Napalm offers an easy way to configure and gather information from network devices using a unified API. No matter what vendor it is used against the input task and returned output will be the same. The only thing that will not be vendor neutral is the actual commands run and configuration being applied. This post documents experiences of trying to replace the whole configuration on NXOS using Napalm with Ansible.
Napalm operates using the nxapi and scp-server features so these must be enabled for Napalm to work. I have been using N9Kv 9.2.4
on EVE-NG and find the API to be slow at times and buggy in that it can intermittently break when using config_replace. Even though the service was still running and NXOS said the port was open you couldn’t telnet on 443. Removing the command nxapi use-vrf management
improved stability, as the VRF is optional it doesn’t effect pushing config via the management interface.

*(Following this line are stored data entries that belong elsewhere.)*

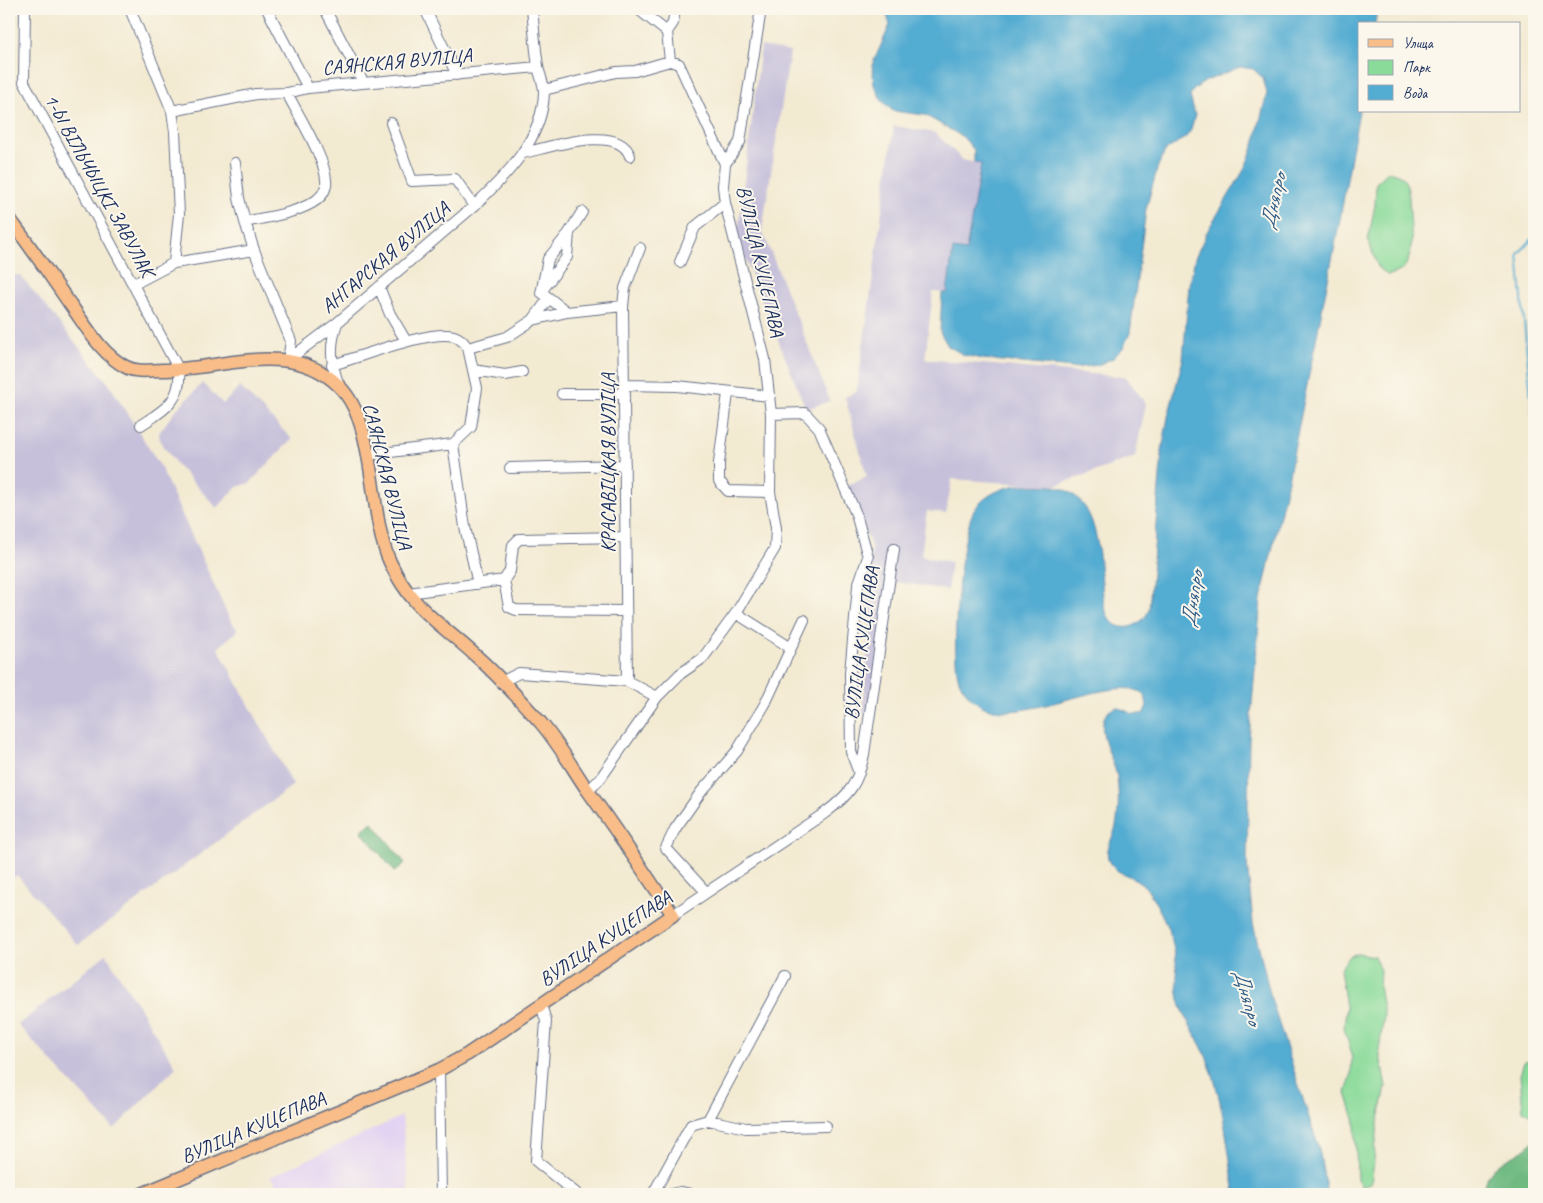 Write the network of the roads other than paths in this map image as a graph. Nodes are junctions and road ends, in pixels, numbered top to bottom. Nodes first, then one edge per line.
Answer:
1 (25, 9) edge
2 (130, 9) edge
3 (267, 9) edge
4 (325, 9) edge
5 (425, 9) edge
6 (532, 9) edge
7 (638, 9) edge
8 (675, 9) edge
9 (761, 9) edge
10 (667, 32) junction
11 (670, 61) junction
12 (538, 67) junction
13 (457, 75) junction
14 (363, 82) junction
15 (308, 88) junction
16 (544, 90) junction
17 (286, 93) junction
18 (172, 111) junction
19 (390, 123) dead end
20 (523, 153) junction
21 (630, 156) dead end
22 (236, 163) dead end
23 (725, 164) junction
24 (725, 203) junction
25 (474, 206) junction
26 (582, 212) dead end
27 (9, 218) edge
28 (245, 222) junction
29 (640, 248) dead end
30 (254, 250) junction
31 (680, 262) dead end
32 (174, 263) junction
33 (134, 284) junction
34 (379, 287) junction
35 (545, 295) junction
36 (623, 306) junction
37 (567, 312) junction
38 (533, 320) junction
39 (336, 322) junction
40 (406, 341) junction
41 (468, 348) junction
42 (288, 360) junction
43 (332, 365) junction
44 (179, 370) junction
45 (472, 370) junction
46 (522, 372) dead end
47 (339, 386) junction
48 (625, 389) junction
49 (728, 392) junction
50 (562, 394) dead end
51 (770, 396) junction
52 (771, 414) junction
53 (141, 425) dead end
54 (453, 444) junction
55 (367, 455) junction
56 (625, 465) junction
57 (510, 468) dead end
58 (770, 492) junction
59 (625, 537) junction
60 (894, 549) dead end
61 (504, 580) junction
62 (478, 584) junction
63 (408, 593) junction
64 (626, 611) junction
65 (736, 613) junction
66 (804, 620) dead end
67 (791, 648) junction
68 (628, 681) junction
69 (501, 682) junction
70 (657, 697) junction
71 (859, 773) junction
72 (588, 791) junction
73 (706, 892) junction
74 (672, 915) junction
75 (785, 976) dead end
76 (540, 1005) junction
77 (439, 1070) junction
78 (708, 1120) junction
79 (826, 1126) dead end
80 (142, 1194) edge
81 (441, 1194) edge
82 (577, 1194) edge
83 (653, 1194) edge
84 (671, 1194) edge
85 (690, 1194) edge

1 - 33 street, 1-Ы ВІЛЬЧЫЦКІ ЗАВУЛАК
2 - 18 street
3 - 15 street
4 - 14 street
5 - 13 street
6 - 12 street, АНГАРСКАЯ ВУЛІЦА
7 - 10 street
8 - 10 street
9 - 23 street
10 - 11 street
11 - 16 street
11 - 23 street
12 - 13 street, САЯНСКАЯ ВУЛІЦА
12 - 16 street, АНГАРСКАЯ ВУЛІЦА
13 - 14 street, САЯНСКАЯ ВУЛІЦА
14 - 15 street, САЯНСКАЯ ВУЛІЦА
15 - 17 street, САЯНСКАЯ ВУЛІЦА
16 - 20 street, АНГАРСКАЯ ВУЛІЦА
17 - 18 street, САЯНСКАЯ ВУЛІЦА
17 - 28 street
18 - 32 street
19 - 25 street
20 - 21 street
20 - 25 street, АНГАРСКАЯ ВУЛІЦА
22 - 28 street
23 - 24 street, ВУЛІЦА КУЦЕПАВА
24 - 31 street
24 - 51 street, ВУЛІЦА КУЦЕПАВА
25 - 34 street, АНГАРСКАЯ ВУЛІЦА
26 - 35 street
27 - 44 main road
28 - 30 street
29 - 36 street, КРАСАВІЦКАЯ ВУЛІЦА
30 - 32 street
30 - 42 street
32 - 33 street
33 - 44 street, 1-Ы ВІЛЬЧЫЦКІ ЗАВУЛАК
34 - 39 street, АНГАРСКАЯ ВУЛІЦА
34 - 40 street
35 - 37 street
35 - 38 street
36 - 37 street
36 - 48 street, КРАСАВІЦКАЯ ВУЛІЦА
37 - 38 street
38 - 41 street
39 - 42 street, АНГАРСКАЯ ВУЛІЦА
39 - 43 street
40 - 41 street
40 - 43 street
41 - 45 street
42 - 44 main road
42 - 47 main road, САЯНСКАЯ ВУЛІЦА
43 - 47 street
44 - 53 street
45 - 46 street
45 - 54 street
47 - 55 main road, САЯНСКАЯ ВУЛІЦА
48 - 49 street
48 - 50 street
48 - 56 street, КРАСАВІЦКАЯ ВУЛІЦА
49 - 51 street
49 - 58 street
51 - 52 street, ВУЛІЦА КУЦЕПАВА
52 - 58 street, ВУЛІЦА КУЦЕПАВА
52 - 71 street
54 - 55 street
54 - 62 street
55 - 63 main road, САЯНСКАЯ ВУЛІЦА
56 - 57 street
56 - 59 street, КРАСАВІЦКАЯ ВУЛІЦА
58 - 65 street, ВУЛІЦА КУЦЕПАВА
59 - 61 street
59 - 64 street, КРАСАВІЦКАЯ ВУЛІЦА
60 - 71 street, ВУЛІЦА КУЦЕПАВА
61 - 62 street
61 - 64 street
62 - 63 street
63 - 69 main road, САЯНСКАЯ ВУЛІЦА
64 - 68 street, КРАСАВІЦКАЯ ВУЛІЦА
65 - 67 street
65 - 70 street, ВУЛІЦА КУЦЕПАВА
66 - 67 street
67 - 73 street
68 - 69 street
68 - 70 street
69 - 72 main road, САЯНСКАЯ ВУЛІЦА
70 - 72 street, ВУЛІЦА КУЦЕПАВА
71 - 73 street, ВУЛІЦА КУЦЕПАВА
72 - 74 main road, САЯНСКАЯ ВУЛІЦА
73 - 74 street, ВУЛІЦА КУЦЕПАВА
74 - 76 main road, ВУЛІЦА КУЦЕПАВА
75 - 78 street
76 - 77 main road, ВУЛІЦА КУЦЕПАВА
76 - 82 street
77 - 80 main road, ВУЛІЦА КУЦЕПАВА
77 - 81 street
78 - 79 street
78 - 83 street
84 - 85 street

feature nxapiEnable the NXOS API feature scp-serverAllows for the copying of files used for diff and config_replace show nxapiSee the certificate, port number and timeout settings show nxapi-server logsShow logs of past API connections
The main options when using Napalm within Ansible are pretty much the same as when it is used natively with Python. The rollback feature hasn’t been ported into Ansible however it does still create rollback_config.txt meaning rollback can be done by applying this configuration file.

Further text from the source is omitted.